P.S. the Due is also 15us. I realise this information may be useless but I like measuring stuff!

sorry AWOL, just accidentally hit post before I was finished

so with this code, with an LED connected to pin 0, to the naked eye the LED is constantly on.

To the naked eye or a Hadland high-speed camera, the LED is constantly on.

. Of course there is a small gap when the LED is off,

No, there isn't.

12.5 not 15. OK so it doesn't actually have enough time to reach zero....effectively off though.
Also AWOL, yes you're right the LED would never be off because my head is in the clouds and I wrote it wrong. I have updated it, what is there now is what I actually had running. So, that delay we can see- is that the time that it takes to switch off and on a GPIO, or is that the time it takes to return to the beginning of the loop? or both?

This thread is hard to follow with code being corrected in earlier posts, but whatever.
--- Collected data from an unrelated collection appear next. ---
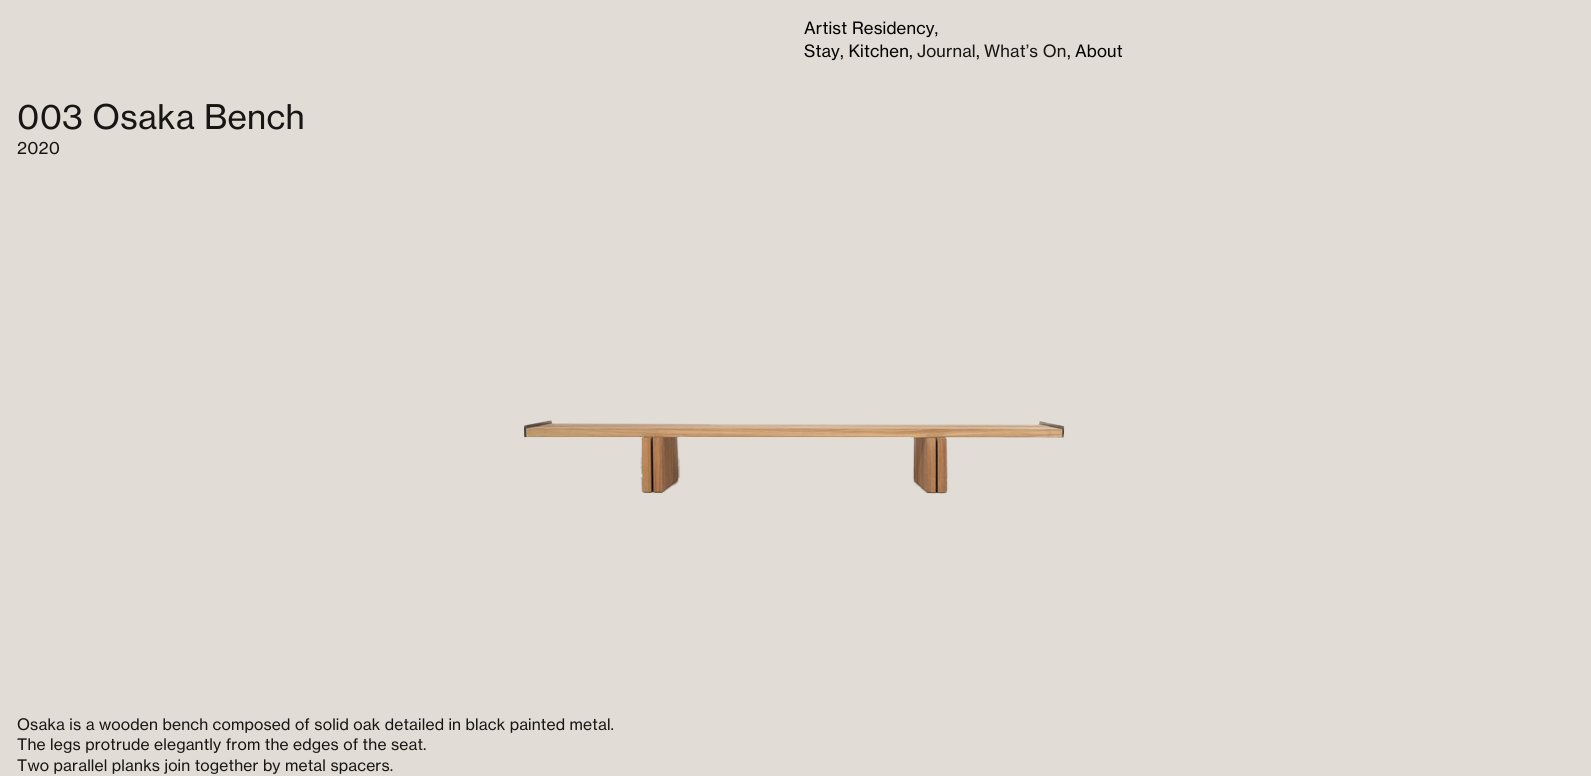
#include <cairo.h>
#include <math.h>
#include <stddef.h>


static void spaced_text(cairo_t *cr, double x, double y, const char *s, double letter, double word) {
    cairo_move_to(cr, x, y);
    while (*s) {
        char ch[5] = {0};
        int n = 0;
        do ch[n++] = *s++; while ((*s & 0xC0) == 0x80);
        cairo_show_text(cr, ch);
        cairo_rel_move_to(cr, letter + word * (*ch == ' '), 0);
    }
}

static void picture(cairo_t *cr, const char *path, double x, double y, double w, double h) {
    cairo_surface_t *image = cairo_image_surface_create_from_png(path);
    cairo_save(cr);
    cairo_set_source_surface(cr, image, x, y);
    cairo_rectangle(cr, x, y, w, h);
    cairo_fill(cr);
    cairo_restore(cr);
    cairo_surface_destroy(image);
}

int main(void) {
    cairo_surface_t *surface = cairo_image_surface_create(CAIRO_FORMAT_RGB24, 1591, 776);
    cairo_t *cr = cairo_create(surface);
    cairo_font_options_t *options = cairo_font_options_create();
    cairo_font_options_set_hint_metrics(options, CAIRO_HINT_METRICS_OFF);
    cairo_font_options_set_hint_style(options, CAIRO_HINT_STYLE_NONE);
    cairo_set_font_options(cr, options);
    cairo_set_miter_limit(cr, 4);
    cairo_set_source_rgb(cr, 0.882, 0.863, 0.839);
    cairo_paint(cr);
    cairo_select_font_face(cr, "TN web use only", CAIRO_FONT_SLANT_NORMAL, CAIRO_FONT_WEIGHT_NORMAL);
    cairo_set_font_size(cr, 16.75);
    cairo_set_source_rgb(cr, 0, 0, 0);
    spaced_text(cr, 804, 34, "Artist Residency,", 0.17, 0);
    spaced_text(cr, 804, 57, "Stay", 0.17, 0);
    spaced_text(cr, 840, 57, ", Kitchen", 0.17, 0);
    spaced_text(cr, 909, 57, ",", 0.17, 0);
    cairo_set_source_rgb(cr, 0.09, 0.086, 0.082);
    spaced_text(cr, 917, 57, "Journal", 0.17, 0);
    cairo_set_source_rgb(cr, 0, 0, 0);
    spaced_text(cr, 976, 57, ",", 0.17, 0);
    cairo_set_source_rgb(cr, 0.09, 0.086, 0.082);
    spaced_text(cr, 984, 57, "What’s On", 0.17, 0);
    cairo_set_source_rgb(cr, 0, 0, 0);
    spaced_text(cr, 1067, 57, ",", 0.17, 0);
    spaced_text(cr, 1075, 57, "About", 0.17, 0);
    cairo_set_font_size(cr, 33.5);
    cairo_set_source_rgb(cr, 0.09, 0.086, 0.082);
    spaced_text(cr, 17, 129, "003 Osaka Bench", 0.3, 0);
    cairo_set_font_size(cr, 16.75);
    spaced_text(cr, 17, 154, "2020", 0.17, 0);
    picture(cr, "img1.png", 524, 420, 541, 74);
    cairo_set_font_size(cr, 15.65);
    spaced_text(cr, 17, 730, "Osaka is a wooden bench composed of solid oak detailed in black painted metal.", 0.17, 0);
    spaced_text(cr, 17, 750, "The legs protrude elegantly from the edges of the seat.", 0.17, 0);
    spaced_text(cr, 17, 771, "Two parallel planks join together by metal spacers.", 0.17, 0);
    cairo_surface_write_to_png(surface, "page.png");
    cairo_font_options_destroy(options);
    cairo_destroy(cr);
    cairo_surface_destroy(surface);
    return 0;
}
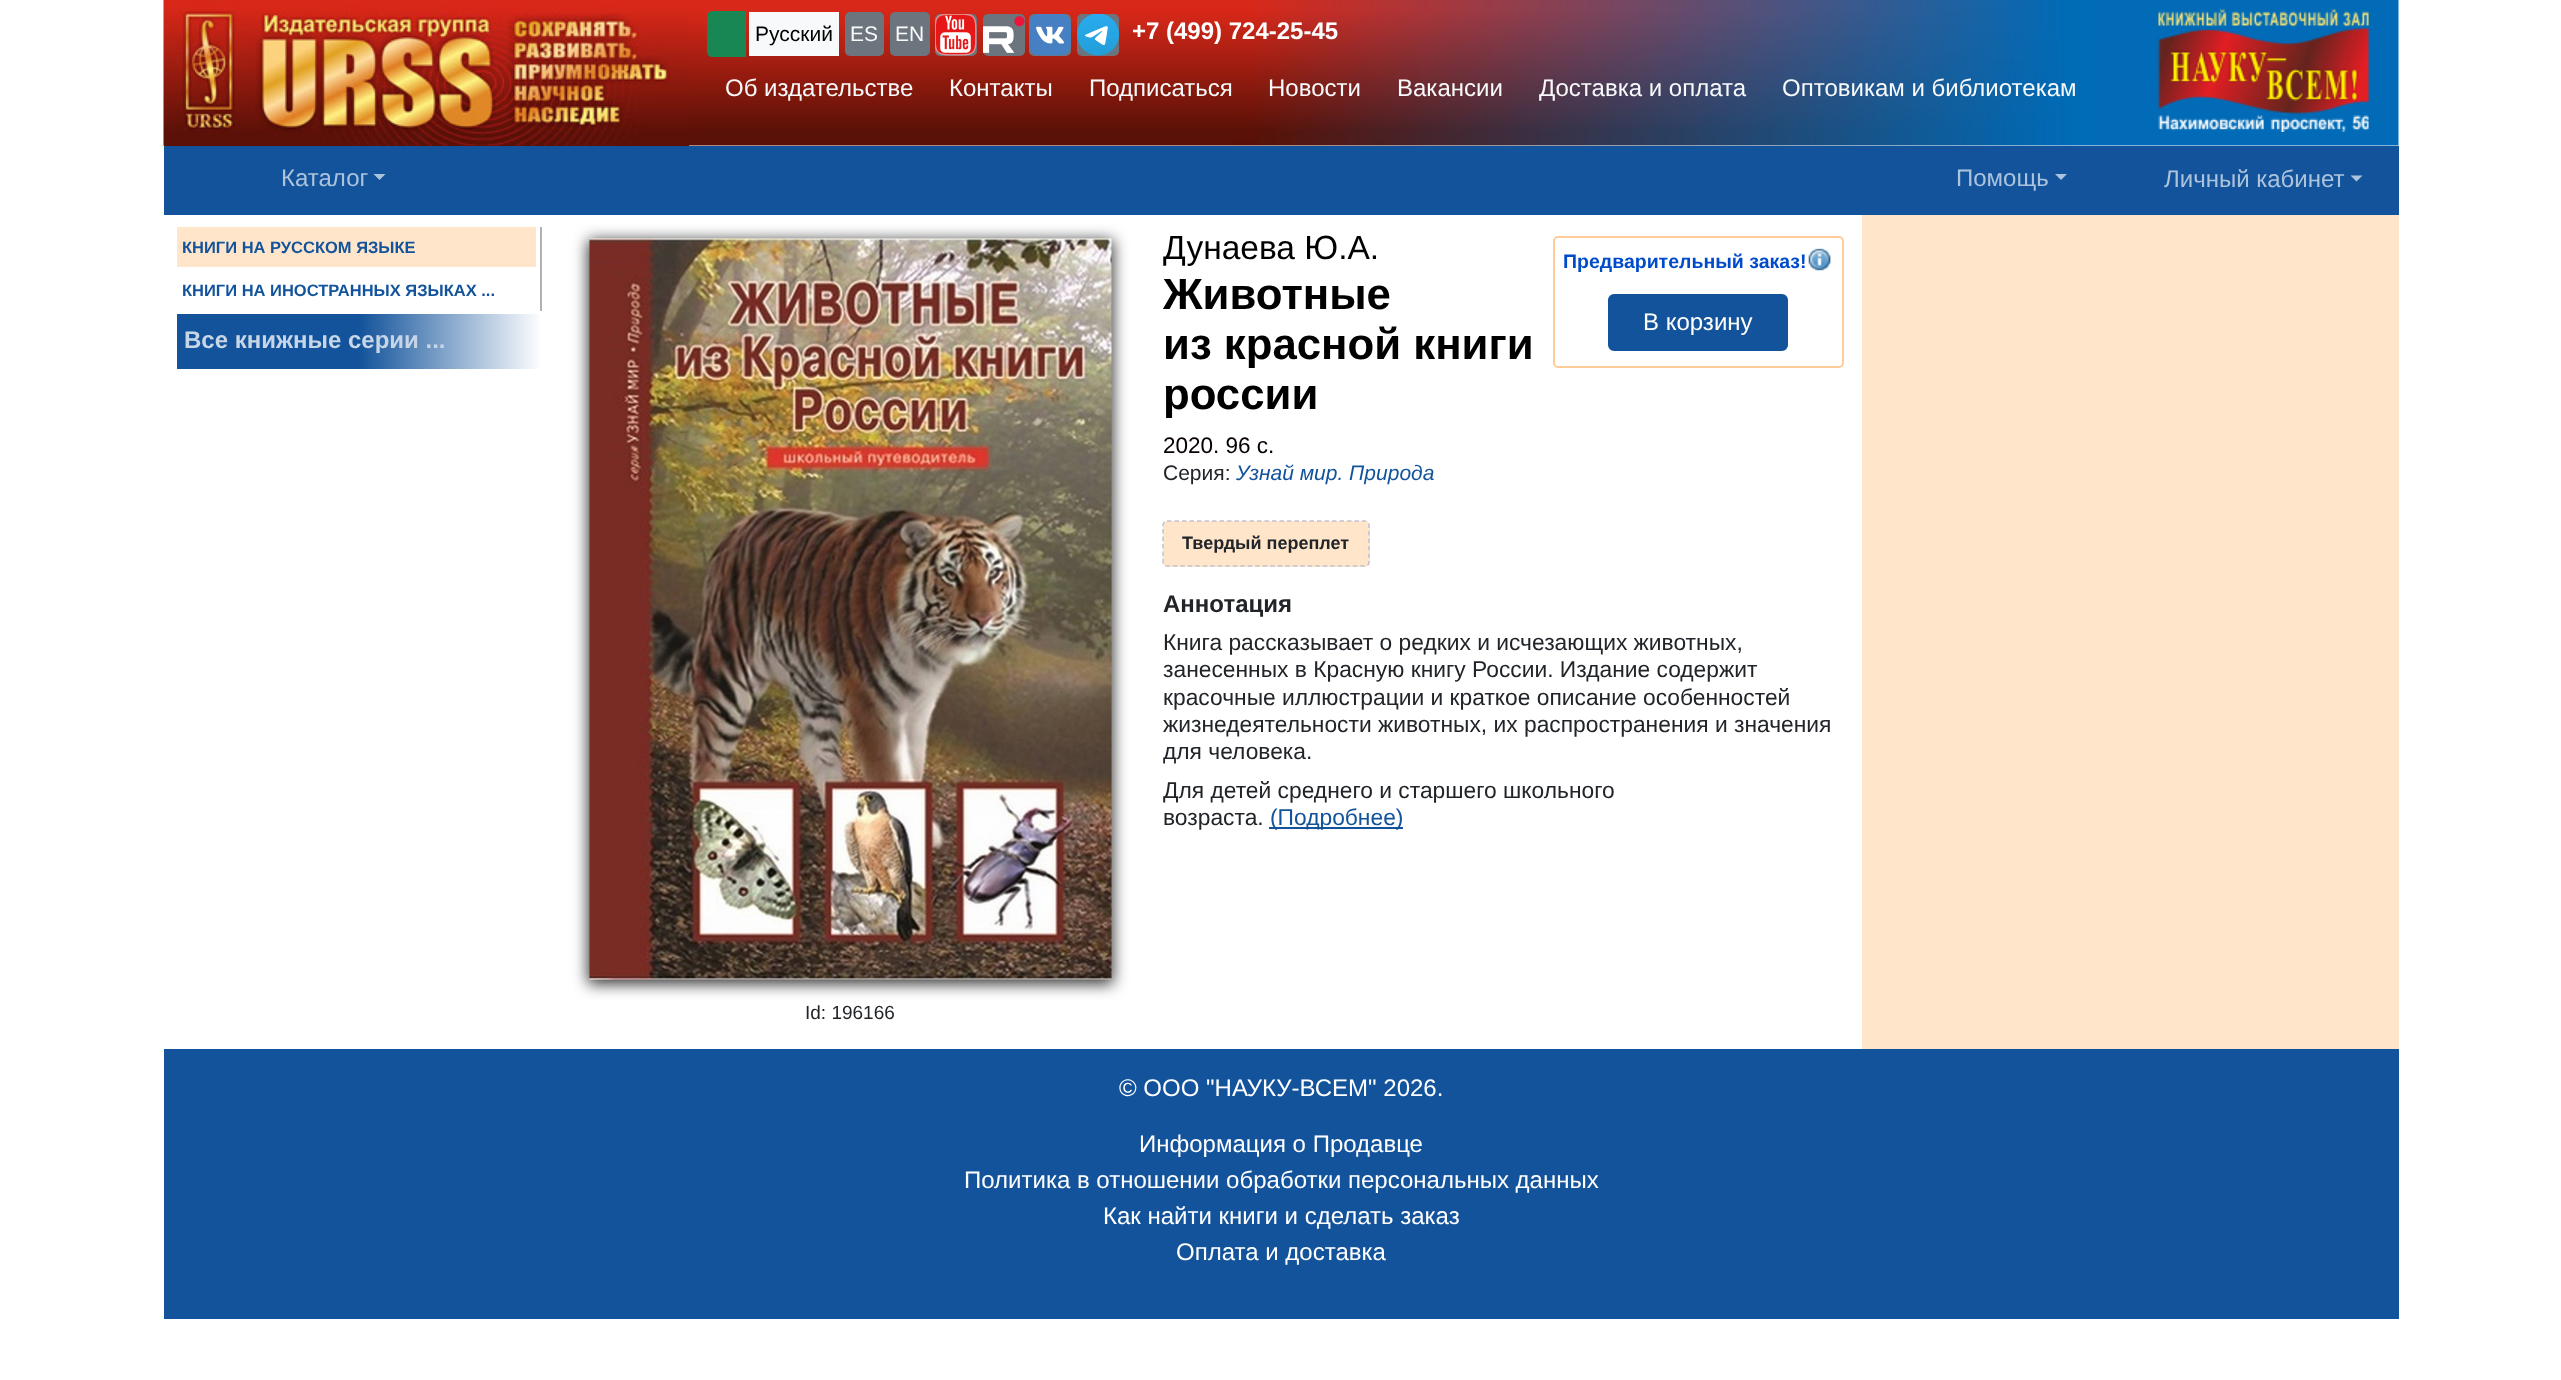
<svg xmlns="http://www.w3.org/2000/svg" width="2561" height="1380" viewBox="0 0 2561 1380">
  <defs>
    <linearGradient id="g1" gradientUnits="userSpaceOnUse" x1="426" y1="0" x2="426" y2="146"><stop offset="0" stop-color="#d82818"/><stop offset="1" stop-color="#5b1108"/></linearGradient>
    <linearGradient id="g2" gradientUnits="userSpaceOnUse" x1="177" y1="341" x2="542" y2="341"><stop offset="0" stop-color="#13539b"/><stop offset="0.5" stop-color="#13539b"/><stop offset="1" stop-color="#ffffff"/></linearGradient>
    <filter id="blur1" x="-50%" y="-200%" width="200%" height="500%"><feGaussianBlur stdDeviation="7.5"/></filter>
  </defs>
  <rect width="100%" height="100%" fill="#ffffff"/>
  <rect x="164" y="0" width="525" height="146" fill="url(#g1)"/>
  <image x="163" y="0" width="526" height="146" href="img1.png"/>
  <image x="688" y="0" width="1711" height="146" href="img2.png"/>
  <path d="M712 12H745V56H712C710 56 708 54 708 52V16C708 14 710 12 712 12Z" fill="#198754" stroke="#198754" stroke-width="2"/>
  <rect x="749" y="12" width="90" height="44" fill="#f8f9fa"/>
  <text x="755" y="41" font-family="Liberation Sans" font-size="21" fill="#000000">Русский</text>
  <rect x="845" y="12" width="39" height="44" rx="5" fill="#6c757d"/>
  <text x="850" y="41" font-family="Liberation Sans" font-size="21" fill="#f8f9fa">ES</text>
  <rect x="890" y="12" width="40" height="44" rx="5" fill="#6c757d"/>
  <text x="895" y="41" font-family="Liberation Sans" font-size="21" fill="#f8f9fa">EN</text>
  <rect x="935" y="14" width="42" height="42" rx="5" fill="#6c757d"/>
  <image x="935" y="14" width="42" height="42" href="img3.png"/>
  <rect x="983" y="14" width="42" height="42" rx="5" fill="#6c757d"/>
  <image x="983" y="16" width="42" height="37" href="img4.png"/>
  <rect x="1029" y="14" width="42" height="42" rx="5" fill="#6c757d"/>
  <image x="1029" y="14" width="42" height="42" href="img5.png"/>
  <rect x="1077" y="14" width="42" height="42" rx="5" fill="#6c757d"/>
  <image x="1077" y="14" width="42" height="42" href="img6.png"/>
  <text x="1132" y="39" font-family="Liberation Sans" font-size="24" font-weight="bold" fill="#ffffff">+7 (499) 724-25-45</text>
  <text x="725" y="96" font-family="Liberation Sans" font-size="24" fill="#f8f9fa">Об издательстве</text>
  <text x="949" y="96" font-family="Liberation Sans" font-size="24" fill="#f8f9fa">Контакты</text>
  <text x="1089" y="96" font-family="Liberation Sans" font-size="24" fill="#f8f9fa">Подписаться</text>
  <text x="1268" y="96" font-family="Liberation Sans" font-size="24" fill="#f8f9fa">Новости</text>
  <text x="1397" y="96" font-family="Liberation Sans" font-size="24" fill="#f8f9fa">Вакансии</text>
  <text x="1539" y="96" font-family="Liberation Sans" font-size="24" fill="#f8f9fa">Доставка и оплата</text>
  <text x="1782" y="96" font-family="Liberation Sans" font-size="24" fill="#f8f9fa">Оптовикам и библиотекам</text>
  <image x="2158" y="9" width="211" height="123" href="img7.png"/>
  <rect x="164" y="146" width="2235" height="69" fill="#13539b"/>
  <text x="281" y="186" font-family="Liberation Sans" font-size="24" fill="#acc3dc">Каталог</text>
  <path d="M373.5 174H385.5L379.5 180Z" fill="#acc3dc"/>
  <text x="1956" y="186" font-family="Liberation Sans" font-size="24" fill="#acc3dc">Помощь</text>
  <path d="M2055 174H2067L2061 180Z" fill="#acc3dc"/>
  <text x="2164" y="187" font-family="Liberation Sans" font-size="24" fill="#acc3dc">Личный кабинет</text>
  <path d="M2350.5 175.5H2362.5L2356.5 181.5Z" fill="#acc3dc"/>
  <rect x="540" y="227" width="2" height="84" fill="#b1b1b1"/>
  <rect x="177" y="227" width="359" height="40" fill="#ffe5ca"/>
  <text x="182" y="253" font-family="Liberation Sans" font-size="16.5" font-weight="bold" fill="#13539b">КНИГИ НА РУССКОМ ЯЗЫКЕ</text>
  <text x="182" y="296" font-family="Liberation Sans" font-size="16.5" font-weight="bold" fill="#13539b">КНИГИ НА ИНОСТРАННЫХ ЯЗЫКАХ ...</text>
  <rect x="177" y="314" width="363" height="55" fill="url(#g2)"/>
  <text x="184" y="348" font-family="Liberation Sans" font-size="24" font-weight="bold" fill="#c7d6e7">Все книжные серии ...</text>
  <text x="1163" y="259" font-family="Liberation Sans" font-size="33.5" fill="#000000">Дунаева Ю.А.</text>
  <text x="1163" y="309" font-family="Liberation Sans" font-size="43.75" font-weight="bold" fill="#000000">Животные</text>
  <text x="1163" y="359" font-family="Liberation Sans" font-size="43.75" font-weight="bold" fill="#000000">из красной книги</text>
  <text x="1163" y="409" font-family="Liberation Sans" font-size="43.75" font-weight="bold" fill="#000000">россии</text>
  <rect x="1554" y="237" width="289" height="130" rx="4" fill="none" stroke="#ffcc99" stroke-width="2"/>
  <text x="1563" y="268" font-family="Liberation Sans" font-size="19.5" font-weight="bold" fill="#004bca">Предварительный заказ!</text>
  <image x="1808" y="248" width="23" height="23" href="img8.png"/>
  <rect x="1609" y="295" width="178" height="55" rx="5" fill="#13539b" stroke="#13539b" stroke-width="2"/>
  <text x="1643" y="330" font-family="Liberation Sans" font-size="24" fill="#ffffff">В корзину</text>
  <text x="1163" y="453" font-family="Liberation Sans" font-size="22.5" fill="#080000">2020. 96 с.</text>
  <text x="1163" y="480" font-family="Liberation Sans" font-size="21" fill="#212529">Серия:</text>
  <text x="1236" y="480" font-family="Liberation Sans" font-size="21" font-style="italic" fill="#13539b">Узнай мир. Природа</text>
  <rect x="1163" y="521" width="207" height="46" rx="5" fill="#ffe5ca"/>
  <path d="M1167 521H1365C1367 521 1369 523 1369 525V562.5C1369 564.5 1367 566 1365 566H1167C1165 566 1163 564.5 1163 562.5V525C1163 523 1165 521 1167 521Z" fill="none" stroke="#c4c1cf" stroke-width="1.5" stroke-dasharray="4.5 3"/>
  <text x="1182" y="549" font-family="Liberation Sans" font-size="18" font-weight="bold" fill="#212529">Твердый переплет</text>
  <rect x="588" y="240" width="525" height="744" fill="#000000" fill-opacity="0.8" filter="url(#blur1)"/>
  <image x="589" y="238" width="523" height="742" href="img9.png"/>
  <text x="805" y="1019" font-family="Liberation Sans" font-size="19" fill="#212529">Id: 196166</text>
  <text x="1163" y="612" font-family="Liberation Sans" font-size="24" font-weight="bold" fill="#212529">Аннотация</text>
  <text x="1163" y="650" font-family="Liberation Sans" font-size="22.8" fill="#212529">Книга рассказывает о редких и исчезающих животных,</text>
  <text x="1163" y="677" font-family="Liberation Sans" font-size="22.8" fill="#212529">занесенных в Красную книгу России. Издание содержит</text>
  <text x="1163" y="705" font-family="Liberation Sans" font-size="22.8" fill="#212529">красочные иллюстрации и краткое описание особенностей</text>
  <text x="1163" y="732" font-family="Liberation Sans" font-size="22.8" fill="#212529">жизнедеятельности животных, их распространения и значения</text>
  <text x="1163" y="759" font-family="Liberation Sans" font-size="22.8" fill="#212529">для человека.</text>
  <text x="1163" y="798" font-family="Liberation Sans" font-size="22.8" fill="#212529">Для детей среднего и старшего школьного</text>
  <text x="1163" y="825" font-family="Liberation Sans" font-size="22.8" fill="#212529">возраста.</text>
  <rect x="1269" y="827" width="134" height="2" fill="#13539b"/>
  <text x="1270" y="825" font-family="Liberation Sans" font-size="22.8" fill="#13539b">(Подробнее)</text>
  <rect x="1862" y="215" width="537" height="834" fill="#ffe5ca"/>
  <rect x="164" y="1049" width="2235" height="270" fill="#13539b"/>
  <text x="1119" y="1096" font-family="Liberation Sans" font-size="24" fill="#ffffff">© ООО "НАУКУ-ВСЕМ" 2026.</text>
  <text x="1139" y="1152" font-family="Liberation Sans" font-size="24" fill="#ffffff">Информация о Продавце</text>
  <text x="964" y="1188" font-family="Liberation Sans" font-size="24" fill="#ffffff">Политика в отношении обработки персональных данных</text>
  <text x="1103" y="1224" font-family="Liberation Sans" font-size="24" fill="#ffffff">Как найти книги и сделать заказ</text>
  <text x="1176" y="1260" font-family="Liberation Sans" font-size="24" fill="#ffffff">Оплата и доставка</text>
</svg>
In the Arduino world, loop is called repeatedly by main, plus tests if it needs to call serialEventRun.

main looks like this:

#include <Arduino.h>

int main(void)
{
	init();

#if defined(USBCON)
	USBDevice.attach();
#endif
	
	setup();
    
	for (;;) {
		loop();
		if (serialEventRun) serialEventRun();
	}
        
	return 0;
}

Instruction cycle counts (in brackets):

        for (;;) {
                loop();
 416:   0e 94 80 00     call    0x100   ; 0x100 <loop>   (4)
                if (serialEventRun) serialEventRun();
 41a:   20 97           sbiw    r28, 0x00       ; 0   (2)
 41c:   e1 f3           breq    .-8             ; 0x416 <main+0x10>   (1/2)
 41e:   0e 94 00 00     call    0       ; 0x0 <__vectors>   (4)
 422:   f9 cf           rjmp    .-14            ; 0x416 <main+0x10>   (2)

loop looks like this:

void loop(){
  digitalWrite(0, HIGH);
  delay(1);
  digitalWrite(0, LOW);
}

Cycle counts:

00000100 <loop>:
 100:   80 e0           ldi     r24, 0x00       ; 0   (1)
 102:   61 e0           ldi     r22, 0x01       ; 1   (1)
 104:   0e 94 af 01     call    0x35e   ; 0x35e <digitalWrite>   (4)
 108:   61 e0           ldi     r22, 0x01       ; 1   (1)
 10a:   70 e0           ldi     r23, 0x00       ; 0   (1)
 10c:   80 e0           ldi     r24, 0x00       ; 0   (1)
 10e:   90 e0           ldi     r25, 0x00       ; 0   (1)
 110:   0e 94 dc 00     call    0x1b8   ; 0x1b8 <delay>   (4)
 114:   80 e0           ldi     r24, 0x00       ; 0   (1)
 116:   60 e0           ldi     r22, 0x00       ; 0   (1)
 118:   0e 94 af 01     call    0x35e   ; 0x35e <digitalWrite>   (4)
 11c:   08 95           ret   (4)

Assuming the branch at 0x41c is taken I count 10 cycles in (this part of) main. Plus 6 up to when the first digitalWrite is called, and 4 after the second digitalWrite, adding up to 20 cycles.

20 * 62.5 nS = 1.250 uS

That is what you measured.

So you could probably say that loop will cost you 14 clock cycles on its own. The 10 inside main, plus the 4 to return from loop.